The last month and a half I have been running, running, running.  One thing after another, problems here and there, traveling for work, my calling, trainings, meeting after meeting, dealing with flashbacks, family pressures, appointments for who knows what, and the list goes on.   


 I am exhausted!  

I've had to cut out a lot of less important things or put things on hold just to try to manage the chaos.  Today after an insanely busy day at work I came home to grab a quick bite to eat, change my clothes, and then head back out.  I managed to get something to eat, cold leftover pizza, and then headed upstairs to change my clothes.  I sat down on my bed to take a moment to breath and woke up 7 hours later confused at why I felt rested yet it was only 3:00 am. 

I'll be honest, its been hard to work on healing from childhood sexual abuse during all of this yet alone just trying keep my head above water. There are a few things that have helped me to keep this a daily focus.  One thing I've done, not always well, is schedule time to heal.  Some weeks I have had every waking moment booked and if I don't block time out to heal it can easily become something I will do later which means it wont happen.  During my "healing time" I will journal, work on my "homework" from counseling, take time to feel, self-sooth which is what I do most of the time, read books on abuse or like topics, and so on.

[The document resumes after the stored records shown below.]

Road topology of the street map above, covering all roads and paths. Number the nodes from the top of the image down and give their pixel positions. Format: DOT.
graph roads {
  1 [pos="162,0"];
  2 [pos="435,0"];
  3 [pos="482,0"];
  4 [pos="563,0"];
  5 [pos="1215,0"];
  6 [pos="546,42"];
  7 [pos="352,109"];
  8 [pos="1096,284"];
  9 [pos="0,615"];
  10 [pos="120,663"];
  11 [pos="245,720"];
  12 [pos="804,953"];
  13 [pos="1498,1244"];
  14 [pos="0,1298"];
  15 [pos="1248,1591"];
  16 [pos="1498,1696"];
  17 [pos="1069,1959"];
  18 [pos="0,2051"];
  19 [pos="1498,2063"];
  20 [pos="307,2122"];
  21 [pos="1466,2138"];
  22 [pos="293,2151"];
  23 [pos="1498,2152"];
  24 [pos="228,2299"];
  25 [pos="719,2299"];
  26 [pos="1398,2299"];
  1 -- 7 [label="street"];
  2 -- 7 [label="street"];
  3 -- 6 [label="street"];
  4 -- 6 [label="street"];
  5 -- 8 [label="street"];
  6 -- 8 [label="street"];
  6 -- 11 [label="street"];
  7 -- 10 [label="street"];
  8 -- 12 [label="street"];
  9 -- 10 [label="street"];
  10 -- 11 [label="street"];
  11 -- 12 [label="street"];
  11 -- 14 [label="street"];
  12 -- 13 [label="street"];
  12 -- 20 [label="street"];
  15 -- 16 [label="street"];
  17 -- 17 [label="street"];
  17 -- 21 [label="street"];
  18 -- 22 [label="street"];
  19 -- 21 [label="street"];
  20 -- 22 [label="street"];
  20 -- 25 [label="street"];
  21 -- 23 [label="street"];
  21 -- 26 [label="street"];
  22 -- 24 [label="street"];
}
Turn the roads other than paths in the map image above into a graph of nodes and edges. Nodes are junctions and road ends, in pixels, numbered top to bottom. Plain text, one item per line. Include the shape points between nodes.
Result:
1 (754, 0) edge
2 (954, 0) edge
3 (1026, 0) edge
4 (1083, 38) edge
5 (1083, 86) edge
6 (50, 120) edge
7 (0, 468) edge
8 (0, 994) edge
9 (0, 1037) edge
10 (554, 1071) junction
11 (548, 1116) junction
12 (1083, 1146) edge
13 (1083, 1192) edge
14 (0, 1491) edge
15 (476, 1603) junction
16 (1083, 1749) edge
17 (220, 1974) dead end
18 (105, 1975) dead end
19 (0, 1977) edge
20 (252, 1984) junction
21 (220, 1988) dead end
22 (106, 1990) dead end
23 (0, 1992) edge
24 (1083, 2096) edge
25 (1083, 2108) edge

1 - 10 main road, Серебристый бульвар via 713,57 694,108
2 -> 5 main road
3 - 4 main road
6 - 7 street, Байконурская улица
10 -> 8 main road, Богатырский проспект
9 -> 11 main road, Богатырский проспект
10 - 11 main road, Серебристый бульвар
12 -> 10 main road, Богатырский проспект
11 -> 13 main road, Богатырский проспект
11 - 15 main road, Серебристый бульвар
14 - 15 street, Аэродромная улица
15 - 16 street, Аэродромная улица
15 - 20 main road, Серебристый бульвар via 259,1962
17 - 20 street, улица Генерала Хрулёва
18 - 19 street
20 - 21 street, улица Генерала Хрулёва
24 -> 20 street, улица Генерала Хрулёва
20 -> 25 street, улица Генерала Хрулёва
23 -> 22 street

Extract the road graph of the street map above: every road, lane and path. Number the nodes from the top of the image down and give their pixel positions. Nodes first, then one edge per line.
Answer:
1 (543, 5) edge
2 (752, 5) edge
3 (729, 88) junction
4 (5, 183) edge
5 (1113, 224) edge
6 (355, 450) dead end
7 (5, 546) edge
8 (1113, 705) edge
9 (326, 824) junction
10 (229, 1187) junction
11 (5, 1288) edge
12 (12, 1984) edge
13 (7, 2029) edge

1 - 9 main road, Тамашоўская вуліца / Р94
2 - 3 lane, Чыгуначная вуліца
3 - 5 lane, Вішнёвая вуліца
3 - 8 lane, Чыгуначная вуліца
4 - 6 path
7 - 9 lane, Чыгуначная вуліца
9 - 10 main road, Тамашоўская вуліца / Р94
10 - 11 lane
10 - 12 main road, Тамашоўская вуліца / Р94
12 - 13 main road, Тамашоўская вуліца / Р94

Some days I literally do not have a minute to spare to just sit down.  Sometimes taking time to heal has meant turning off the radio in the car on my way home to think about a flashback I had earlier in the day.  Or focusing on the present while doing a task, mentally asking myself, "What are you physically feeling? What do you see? Are you warm, cold, tense? What do you smell?..."  Finding ways to incorporate healing daily is important and may require creativity. 

Healing from childhood sexual abuse takes time, energy, effort, and endurance.   It is not an easy process. It has brought me to my knees daily. And at 6:00 am on a Sunday morning I find myself sitting here, exhausted, yet grateful for what I've become because of what I've gone through. 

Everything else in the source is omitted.